My experience with The String Queens began in a GroupMe: Kyle Pearson, WJHU’s Concert Czar, advertising a free pass to go witness the string trio perform at Keystone Korner in Fells Point. Whichever two people liked the message first could go. I checked my Google Calendar, then returned to the GroupMe–pressing down on the message, I clicked the heart reaction.
Less than a week later, I ordered an Uber to Keystone Korner on the night of the concert. As a freshman from Kansas who’s only been to one other concert, I had little idea what to expect, and what I thought I knew going into the event proved incorrect as well. I expected a cramped, dimly lit bar where everyone was standing sweaty and reeking of beer or pot–even if it was a string trio. That was what my one prior concert had trained me to anticipate. But standing in the line outside the venue, I saw that I was mistaken. Everyone ahead of me was dressed in chic Sunday’s Best, waiting to be handed a menu with food like quail egg and seated by people dressed in professional all-black. I was wearing a blue flannel and jean shorts with a shirt that had an eagle carrying a thunderbolt on it, and I was waiting for–I thought–a night of standing on my feet and bumping into the people surrounding me.

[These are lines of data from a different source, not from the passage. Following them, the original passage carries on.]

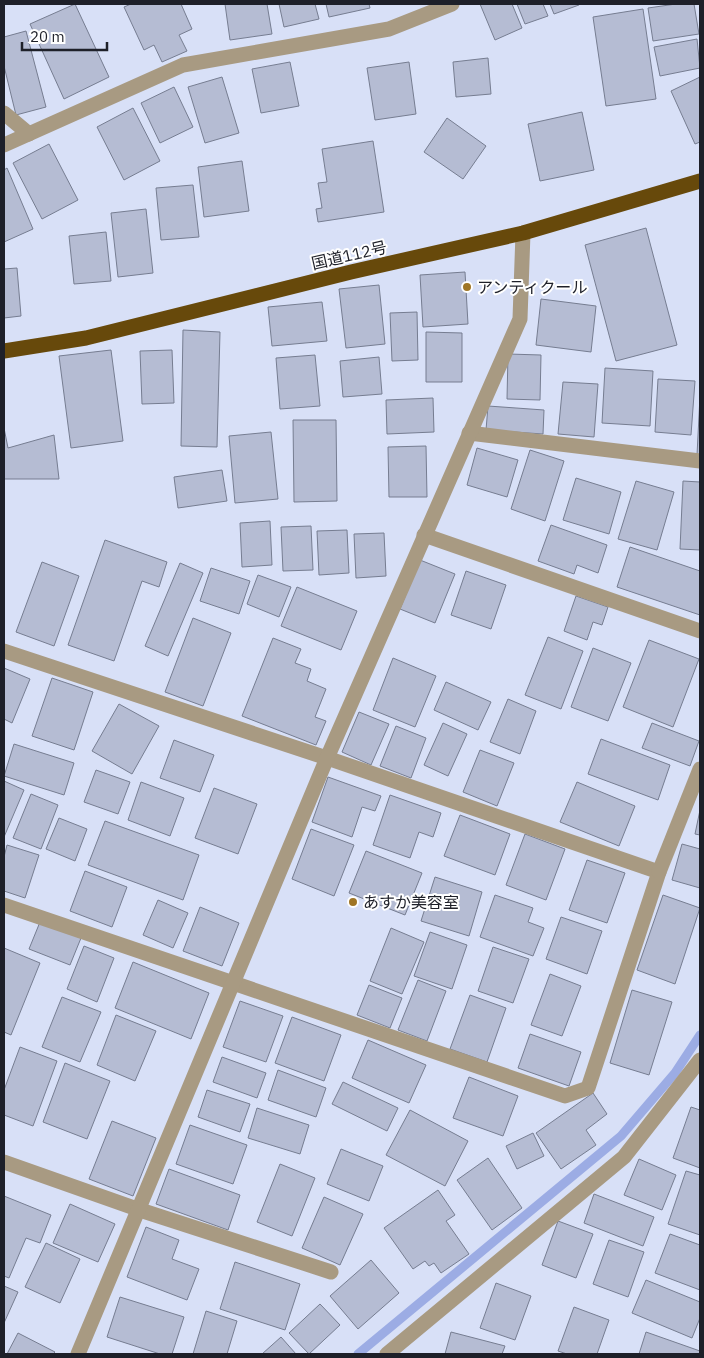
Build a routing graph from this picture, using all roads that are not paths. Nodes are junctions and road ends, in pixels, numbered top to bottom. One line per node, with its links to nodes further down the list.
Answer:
1 (452, 4): 3 (lane)
2 (4, 114): 3 (lane)
3 (29, 134): 4 (lane)
4 (4, 145)
5 (700, 181): 6 (highway, 国道112号)
6 (523, 232): 7 (highway, 国道112号); 8 (lane)
7 (4, 351)
8 (469, 433): 9 (lane); 10 (lane)
9 (700, 461)
10 (424, 535): 11 (lane); 13 (lane)
11 (700, 631)
12 (4, 651): 13 (lane)
13 (327, 758): 15 (lane); 17 (lane)
14 (700, 769): 15 (lane)
15 (659, 872): 17 (lane)
16 (4, 905): 17 (lane)
17 (233, 983): 20 (lane)
18 (700, 1060): 23 (lane)
19 (4, 1162): 20 (lane)
20 (140, 1210): 21 (lane); 22 (lane)
21 (331, 1272)
22 (78, 1354)
23 (387, 1354)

Keystone Korner was a spacious yet comfortable, sophisticated yet homey venue. The String Queens took the stage at 9:00 p.m. They introduced themselves first: yes, they were concert performers, going on tours like this, but they were also educators by day–two of them were administrators, and one was a teacher.
They opened with a mashup they arranged that highlighted their interdisciplinary genre: “Crazy Rolling,” a combination of Ozzy Osbourne’s “Crazy Train” and Adele’s “Rolling in the Deep.” During the arrangement, the violinist and violist stood up near the climax, playing while staring one another down and conveying the emotion of the piece with their entire bodies. Once the piece resolved, the violinist joked, “Now we have our cardio for the month.”
Halfway through the concert, the violinist stepped away to replace a string that had snapped mid-song, and the violist took the opportunity to explain the creation and synergy of their group. The violist and cellist met while they each served as principal of their section in a symphony, meanwhile the violinist worked with the violist’s husband in a school. During one lunch break, the violinist expressed her stress about finding a violist for an upcoming wedding gig, and the violist’s husband connected the two. With the violist bringing in the cellist, the three met for a rehearsal but never touched their instruments once. Instead, they passed the whole time talking, becoming immediate sisters.
They were all classically trained, but none of them wanted to have the mission of their group remain within that realm. That night at Keystone Korner, they started with the mashup of Ozzy Osbourne and Adele and from there moved on to cover 90s hits, Stevie Wonder, Michael Jackson, Aretha Franklin, The Sound of Music hit “My Favorite Things,” and more.
The String Queens’s arrangements, drawing on soulful R&B and pop but with a classical twist, are supported by their delivery. The songs would begin with shouts or boisterous count-offs, and yells of encouragement–“Come on, now!”–could be heard from one of the Queens as another would begin her solo. The violinist and violist would stand during some songs, or they would sing along to the lyrics during others.
The String Queens concert is an event that persisted even after their stage time was over. People hummed to themselves the tunes of songs from their past that they had forgotten, and others tapped their feet to music that wasn’t there anymore. Arriving back at my dorm that night, I was soothed to sleep by the dream-like opening to Michael Jackon’s “Human Nature,” but as I remembered it from The String Queens’s performance.